A reference to a single bit

Context

A million flags in bool[] is a megabyte; packed into bits it is 128 KB. std::vector<bool> does exactly this — and that is why its operator[] returns not bool& but a special proxy object. Now you write the same thing and find out how a[i] = true works when bit i has no address of its own.

Task

BitSet packs bits into bytes — eight times less memory than bool[]. The catch: operator[] cannot return bool&, a single bit has no address. Implement a proxy object: reading converts it to bool, writing sets the bit.
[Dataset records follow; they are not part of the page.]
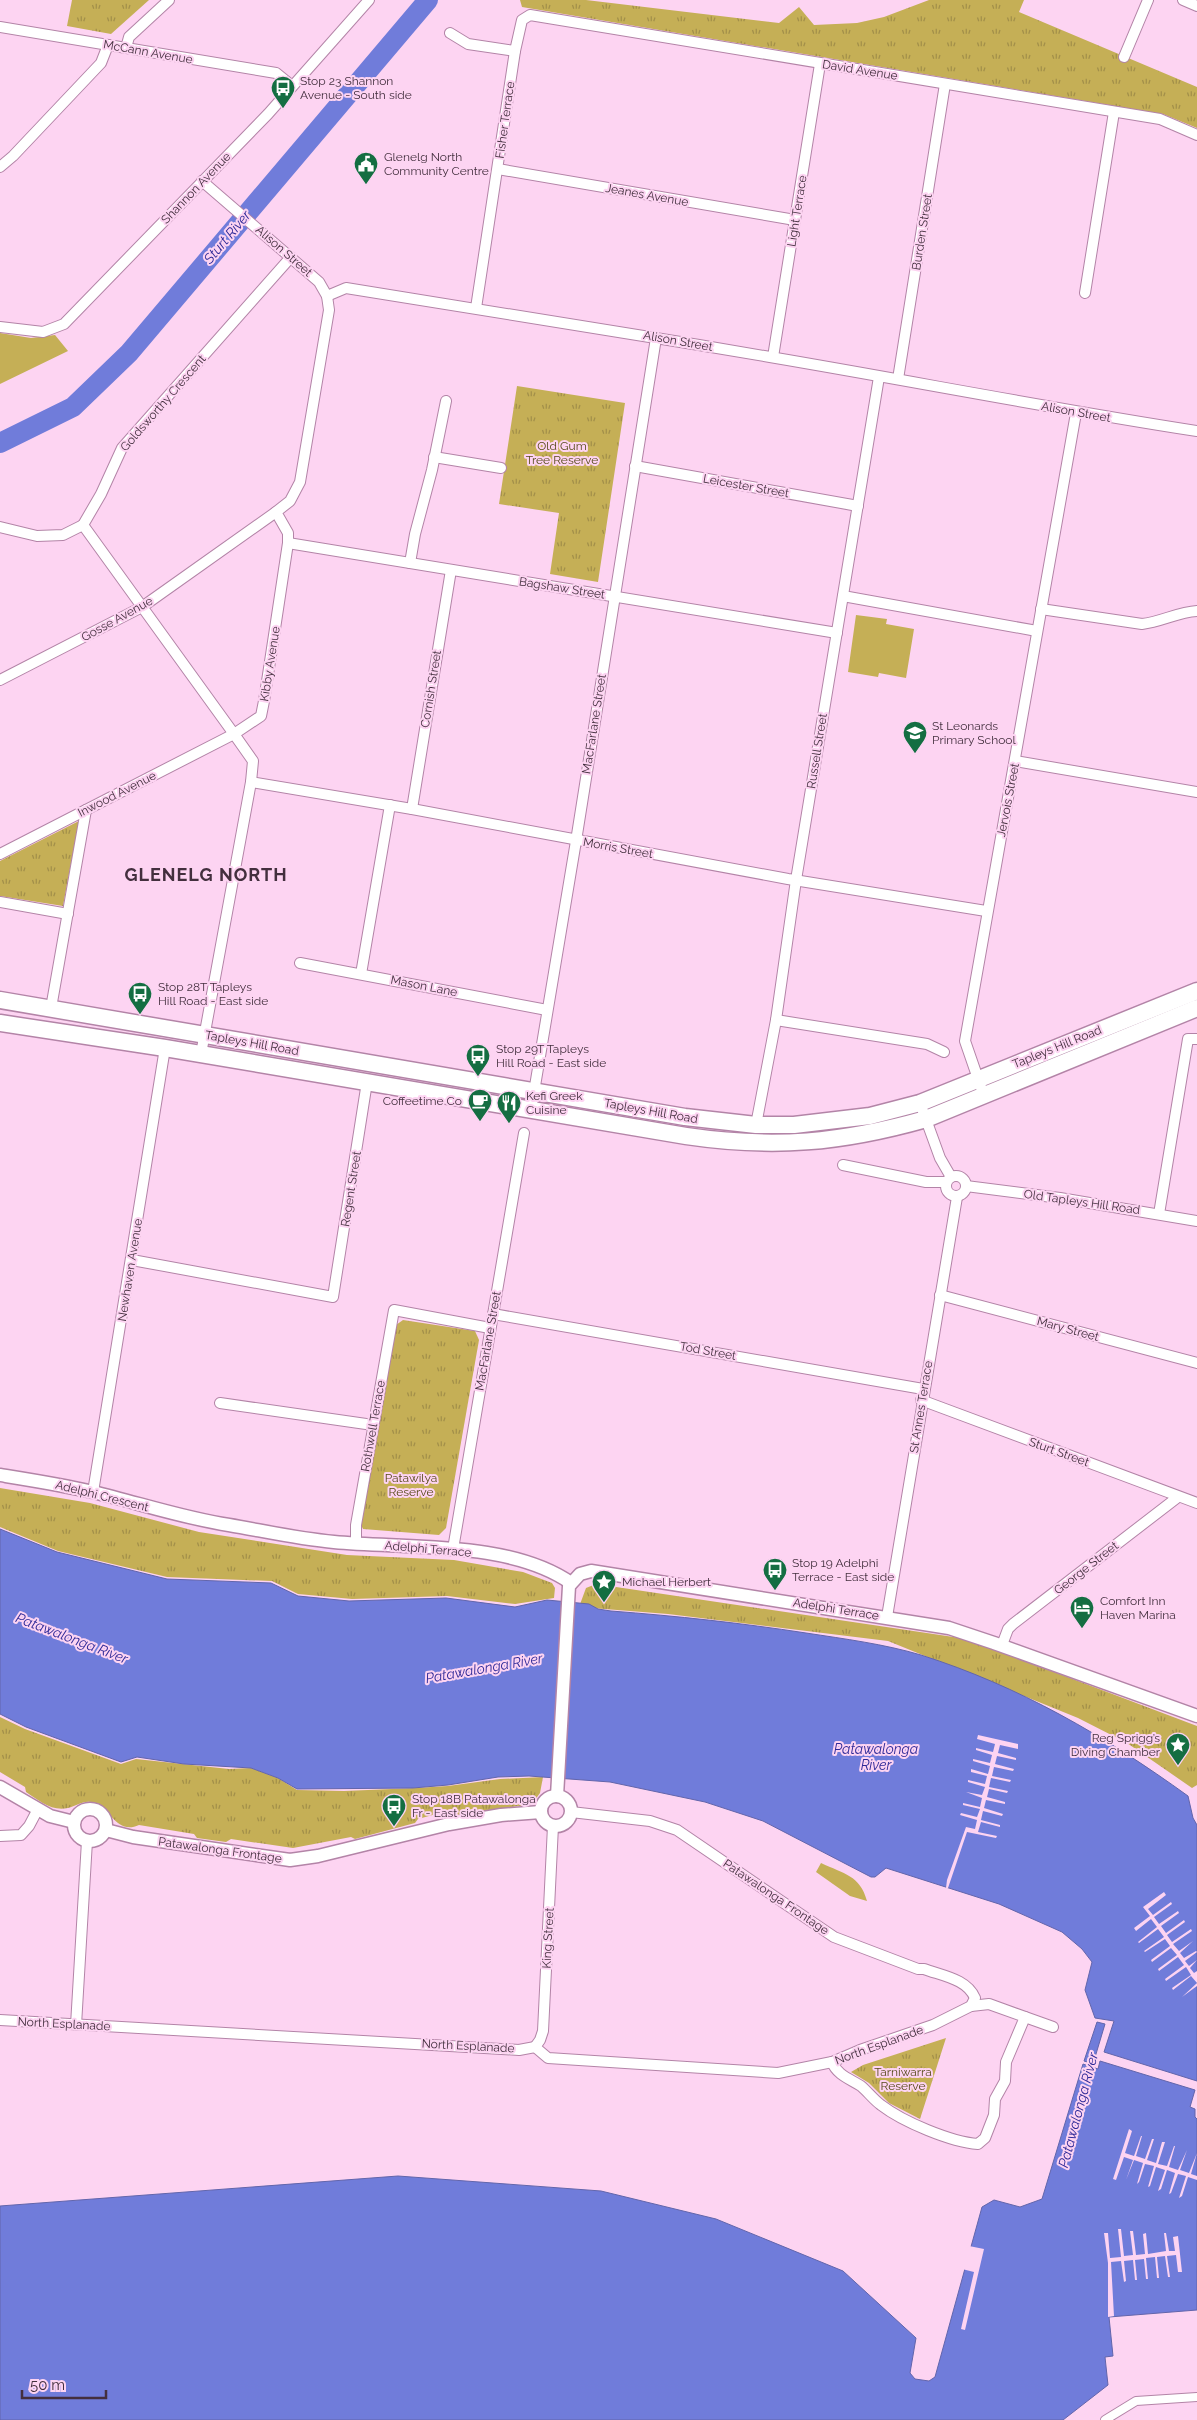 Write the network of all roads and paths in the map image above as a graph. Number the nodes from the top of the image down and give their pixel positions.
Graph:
1 (169, 0) edge
2 (369, 0) edge
3 (1148, 0) edge
4 (1183, 0) edge
5 (1197, 6) edge
6 (522, 20) joint
7 (0, 27) edge
8 (450, 32) dead end
9 (108, 45) junction
10 (126, 48) junction
11 (515, 51) junction
12 (1124, 57) dead end
13 (820, 64) junction
14 (945, 84) junction
15 (292, 86) junction
16 (1114, 112) junction
17 (1197, 135) edge
18 (0, 167) edge
19 (498, 170) junction
20 (202, 181) junction
21 (795, 220) junction
22 (291, 257) junction
23 (1085, 292) dead end
24 (327, 296) junction
25 (476, 308) junction
26 (0, 327) edge
27 (656, 338) junction
28 (773, 357) junction
29 (879, 377) junction
30 (898, 379) junction
31 (446, 401) dead end
32 (1076, 412) junction
33 (1197, 431) edge
34 (434, 457) junction
35 (635, 466) junction
36 (501, 468) dead end
37 (858, 506) junction
38 (276, 512) junction
39 (83, 525) junction
40 (0, 528) edge
41 (288, 543) junction
42 (410, 563) junction
43 (451, 570) junction
44 (614, 596) junction
45 (843, 596) junction
46 (142, 608) junction
47 (1041, 609) junction
48 (1197, 611) edge
49 (1037, 630) junction
50 (837, 633) junction
51 (0, 680) edge
52 (234, 734) junction
53 (1015, 761) junction
54 (251, 782) junction
55 (1197, 792) edge
56 (390, 805) junction
57 (412, 809) junction
58 (86, 810) junction
59 (576, 841) junction
60 (0, 854) edge
61 (796, 880) junction
62 (0, 902) edge
63 (986, 911) junction
64 (68, 914) junction
65 (300, 963) dead end
66 (361, 974) junction
67 (1197, 990) edge
68 (0, 1000) edge
69 (51, 1008) junction
70 (1197, 1008) edge
71 (548, 1010) junction
72 (776, 1020) junction
73 (0, 1023) edge
74 (204, 1035) junction
75 (1197, 1039) edge
76 (165, 1048) junction
77 (944, 1052) dead end
78 (201, 1054) junction
79 (978, 1079) junction
80 (367, 1082) junction
81 (534, 1091) junction
82 (984, 1096) junction
83 (920, 1103) junction
84 (531, 1110) junction
85 (926, 1118) junction
86 (756, 1125) junction
87 (524, 1133) dead end
88 (842, 1164) dead end
89 (949, 1180) junction
90 (966, 1186) junction
91 (956, 1196) junction
92 (1158, 1214) junction
93 (1197, 1221) edge
94 (132, 1260) junction
95 (940, 1295) junction
96 (492, 1314) junction
97 (490, 1328) junction
98 (1197, 1362) edge
99 (923, 1389) junction
100 (921, 1400) junction
101 (220, 1403) dead end
102 (373, 1425) junction
103 (0, 1475) edge
104 (93, 1492) junction
105 (1178, 1496) junction
106 (1197, 1503) edge
107 (202, 1521) joint
108 (356, 1543) junction
109 (452, 1549) junction
110 (571, 1582) junction
111 (887, 1617) junction
112 (1002, 1645) junction
113 (1197, 1716) edge
114 (0, 1787) edge
115 (557, 1791) junction
116 (38, 1809) junction
117 (541, 1812) junction
118 (571, 1812) junction
119 (74, 1822) junction
120 (553, 1826) junction
121 (106, 1830) junction
122 (0, 1836) edge
123 (86, 1840) junction
124 (972, 1998) junction
125 (989, 2004) junction
126 (1025, 2017) junction
127 (0, 2020) edge
128 (76, 2025) junction
129 (1053, 2027) dead end
130 (535, 2047) junction
131 (832, 2062) junction
132 (1197, 2397) edge
133 (1105, 2420) edge

1 - 10 street
2 - 15 street, Shannon Avenue
3 - 12 street
4 - 5 street
6 - 11 street, Fisher Terrace
6 - 13 street, David Avenue
7 - 9 street, McCann Avenue
8 - 11 street
9 - 10 street, McCann Avenue
9 - 18 street
10 - 15 street, McCann Avenue
11 - 19 street, Fisher Terrace
13 - 14 street, David Avenue
13 - 21 street, Light Terrace
14 - 16 street, David Avenue
14 - 30 street, Burden Street
15 - 20 street, Shannon Avenue
16 - 17 street, David Avenue
16 - 23 street
19 - 21 street, Jeanes Avenue
19 - 25 street, Fisher Terrace
20 - 22 street, Alison Street
20 - 26 street, Shannon Avenue
21 - 28 street, Light Terrace
22 - 24 street, Alison Street
22 - 39 street, Goldsworthy Crescent
24 - 25 street, Alison Street
24 - 38 street
25 - 27 street, Alison Street
27 - 28 street, Alison Street
27 - 35 street, MacFarlane Street
28 - 29 street, Alison Street
29 - 30 street, Alison Street
29 - 37 street, Russell Street
30 - 32 street, Alison Street
31 - 34 street
32 - 33 street, Alison Street
32 - 47 street, Jervois Street
34 - 36 street
34 - 42 street
35 - 37 street, Leicester Street
35 - 44 street, MacFarlane Street
37 - 45 street, Russell Street
38 - 41 street, Kibby Avenue
38 - 46 street, Gosse Avenue
39 - 40 street
39 - 46 street
41 - 42 street, Bagshaw Street
41 - 52 street, Kibby Avenue
42 - 43 street, Bagshaw Street
43 - 44 street, Bagshaw Street
43 - 57 street, Cornish Street
44 - 50 street, Bagshaw Street
44 - 59 street, MacFarlane Street
45 - 49 street
45 - 50 street, Russell Street
46 - 51 street, Gosse Avenue
46 - 52 street
47 - 48 street
47 - 49 street, Jervois Street
49 - 53 street, Jervois Street
50 - 61 street, Russell Street
52 - 54 street
52 - 58 street, Inwood Avenue
53 - 55 street
53 - 63 street, Jervois Street
54 - 56 street, Morris Street
54 - 74 street
56 - 57 street, Morris Street
56 - 66 street
57 - 59 street, Morris Street
58 - 60 street, Inwood Avenue
58 - 64 street
59 - 61 street, Morris Street
59 - 71 street, MacFarlane Street
61 - 63 street, Morris Street
61 - 72 street, Russell Street
62 - 64 street
63 - 79 street, Jervois Street
64 - 69 street
65 - 66 street, Mason Lane
66 - 71 street, Mason Lane
67 - 79 main road, Tapleys Hill Road
68 - 69 main road, Tapleys Hill Road
69 - 74 main road, Tapleys Hill Road
70 - 82 main road, Tapleys Hill Road
71 - 81 street, MacFarlane Street
72 - 77 street
72 - 86 street, Russell Street
73 - 76 main road, Tapleys Hill Road
74 - 78 street
74 - 81 main road, Tapleys Hill Road
75 - 92 street
76 - 78 main road, Tapleys Hill Road
76 - 94 street, Newhaven Avenue
78 - 80 main road, Tapleys Hill Road
79 - 82 street, Jervois Street
79 - 83 main road, Tapleys Hill Road
80 - 84 main road, Tapleys Hill Road
80 - 94 street, Regent Street
81 - 84 street, MacFarlane Street
81 - 86 main road, Tapleys Hill Road
82 - 85 main road, Tapleys Hill Road
83 - 85 street
83 - 86 main road, Tapleys Hill Road
84 - 85 main road, Tapleys Hill Road
85 - 89 street
87 - 96 street, MacFarlane Street
88 - 89 street
89 - 90 street
89 - 91 street
90 - 91 street
90 - 92 street, Old Tapleys Hill Road
91 - 95 street, St Annes Terrace
92 - 93 street, Old Tapleys Hill Road
94 - 104 street, Newhaven Avenue
95 - 98 street, Mary Street
95 - 99 street, St Annes Terrace
96 - 97 street, MacFarlane Street
96 - 99 street, Tod Street
97 - 102 street, Rothwell Terrace
97 - 109 street, MacFarlane Street
99 - 100 street, St Annes Terrace
100 - 105 street, Sturt Street
100 - 111 street, St Annes Terrace
101 - 102 street
102 - 108 street, Rothwell Terrace
103 - 104 street, Adelphi Crescent
104 - 107 street, Adelphi Crescent
105 - 106 street, Sturt Street
105 - 112 street, George Street
107 - 108 street, Adelphi Terrace
108 - 109 street, Adelphi Terrace
109 - 110 street, Adelphi Terrace
110 - 111 street, Adelphi Terrace
110 - 115 street
111 - 112 street, Adelphi Terrace
112 - 113 street, Adelphi Terrace
114 - 116 street
115 - 117 street
115 - 118 street
116 - 119 street
116 - 122 street
117 - 120 street
117 - 121 street, Patawalonga Frontage
118 - 120 street
118 - 124 street, Patawalonga Frontage
119 - 121 street
119 - 123 street
120 - 130 street, King Street
121 - 123 street
123 - 128 street
124 - 125 street
124 - 125 street, Patawalonga Frontage
124 - 131 street, North Esplanade
125 - 126 street
126 - 129 street
126 - 131 street
127 - 128 street, North Esplanade
128 - 130 street, North Esplanade
130 - 131 street, North Esplanade
132 - 133 street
The goal is for a[i] = true to just work.

Constraints

  • Storage stays packed (the byte array is given) — no bool arrays on the side
  • a[i] = true / a[i] = false sets the bit; reading a[i] in a bool context returns it
  • Assignments chain: a[0] = a[1] = true
  • The const overload of operator[] returns plain bool

Before you code

  • Why can operator[] not return bool& here?
  • What two things must the proxy remember to find its bit?
  • Why does std::vector<bool> surprise people in generic code?

Tests

  • #1Set and read individual bits
  • #2Assignments chain
  • #3A const BitSet can be read

Hints

Hint 1

The proxy needs a pointer to the byte and a mask of the bit inside it. Assignment ORs or ANDs the byte; reading ANDs and compares.

Hint 2

Two members make it behave like a reference: operator=(bool) for writes and operator bool() for reads. For chaining, operator= returns Ref&.